Rappel de base: la TVA, taxe sur la valeur ajoutée, est un impôt sur la consommation. Elle est payée par le client sur sa note finale, mais est collectée tout au long de la chaîne de production par les entreprises qui vendent un bien ou un service. En Belgique, le taux standard est de 21%, avec deux taux réduits, 6% et 12%, réservés à des catégories définies. Si le principe est simple sur le papier, la réforme à venir complique la donne, puisqu’il faudra désormais trancher entre une frite chaude et une pizza surgelée.
Le relèvement de la TVA de 6 à 12% concerne en effet «des plats à emporter et des denrées alimentaires consommables sans préparation complémentaire», selon le texte approuvé en Conseil des ministres, transmis au Conseil d’Etat pour avis. Le critère censé faire la différence est celui de la durée de conservation maximale de deux jours après préparation, avec des produits «prêts à l’emploi», consommables tels quels hors réchauffage, découpage, portionnement.
Les hausses concerneront donc surtout les repas achetés pour être mangés rapidement, et dont la durée de conservation ne dépasse pas deux jours. Le sandwich préparé sur place, garni et emballé pour être mangé dans la foulée, fait partie des candidats types à l’augmentation de TVA, surtout quand il s’agit de recettes très périssables (filet américain, mayonnaise, préparations fraîches du jour…).
Même logique pour un poulet rôti du rayon chaud, une barquette de sushis préparés en magasin, une salade composée produite pour le jour même, un cornet de pâtes servi prêt à consommer, des frites, un burger, un kebab…
Dans l’horeca, la vente à emporter et la livraison se retrouvent sur le même rail, puisqu’il n’y a pas de distinction annoncée entre emporté et livré dans les explications diffusées au secteur. Le point sensible tient au fait que ces produits ne sont pas des «aliments» au sens large, ce sont des repas composés, multi-ingrédients, déjà préparés, qui évitent toute cuisine au client.
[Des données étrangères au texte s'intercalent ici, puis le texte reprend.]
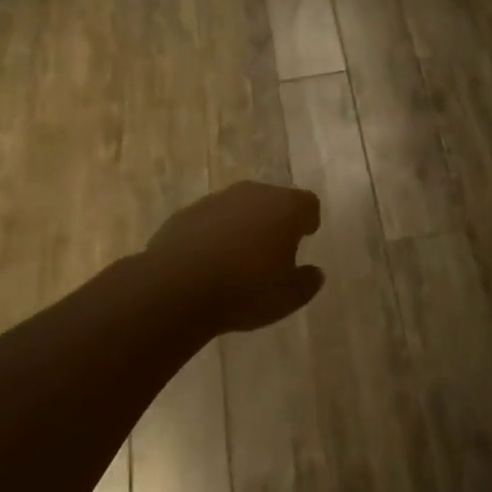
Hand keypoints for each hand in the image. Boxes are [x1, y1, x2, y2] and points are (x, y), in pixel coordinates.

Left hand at [144, 182, 324, 333]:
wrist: (177, 287)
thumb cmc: (246, 289)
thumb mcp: (288, 297)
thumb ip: (307, 282)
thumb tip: (314, 273)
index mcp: (286, 208)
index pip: (308, 204)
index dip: (308, 220)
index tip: (305, 236)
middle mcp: (254, 194)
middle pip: (273, 200)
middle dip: (276, 221)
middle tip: (274, 249)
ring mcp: (217, 200)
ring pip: (240, 208)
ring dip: (244, 226)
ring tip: (239, 258)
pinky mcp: (187, 213)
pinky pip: (211, 220)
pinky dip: (214, 234)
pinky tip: (208, 262)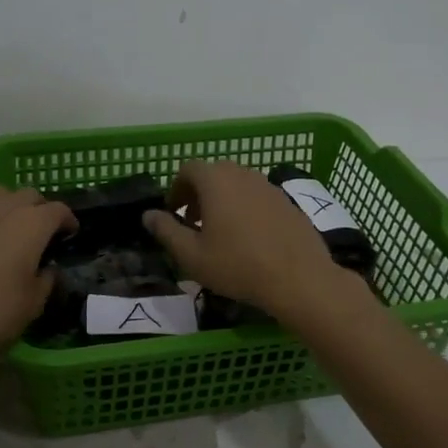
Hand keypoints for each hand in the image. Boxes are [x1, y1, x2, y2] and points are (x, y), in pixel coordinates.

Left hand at [0, 187, 75, 361]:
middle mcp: (5, 207)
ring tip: (7, 226)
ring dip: (9, 205)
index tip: (69, 233)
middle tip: (40, 232)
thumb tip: (46, 270)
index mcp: (33, 224)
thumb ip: (45, 281)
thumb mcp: (32, 305)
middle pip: (29, 195)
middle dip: (39, 209)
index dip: (67, 220)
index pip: (59, 210)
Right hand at [143, 160, 352, 322]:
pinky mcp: (288, 202)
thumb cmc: (238, 265)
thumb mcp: (192, 255)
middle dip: (199, 193)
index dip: (177, 188)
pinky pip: (258, 197)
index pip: (189, 169)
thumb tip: (148, 215)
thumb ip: (166, 231)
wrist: (299, 278)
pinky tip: (250, 238)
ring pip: (238, 184)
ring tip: (221, 232)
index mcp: (216, 181)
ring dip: (223, 200)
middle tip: (194, 223)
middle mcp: (243, 174)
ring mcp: (269, 186)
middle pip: (214, 173)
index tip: (174, 213)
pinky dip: (246, 208)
Pour Pierre-Alexandre Billiet, le PDG de Gondola, «la mesure n’avantage ni ne désavantage personne. En revanche, elle s’est muée en pollution mentale et technique pour le secteur». Le spécialiste estime que «les prix peuvent augmenter de 5 à 10% avant que les consommateurs ne décrochent des plats préparés.»
Les produits trompeurs
Elément déconcertant de la réforme: certains plats tout préparés échappent aux 12%. Une pizza surgelée reste au taux réduit, «parce qu’elle se conserve.» Ce raisonnement protège beaucoup de plats frais du supermarché, quand la date limite dépasse les 48 heures. Pizzas fraîches emballées, lasagnes réfrigérées industrielles, quiches conditionnées, plats sous vide pensés pour plusieurs jours…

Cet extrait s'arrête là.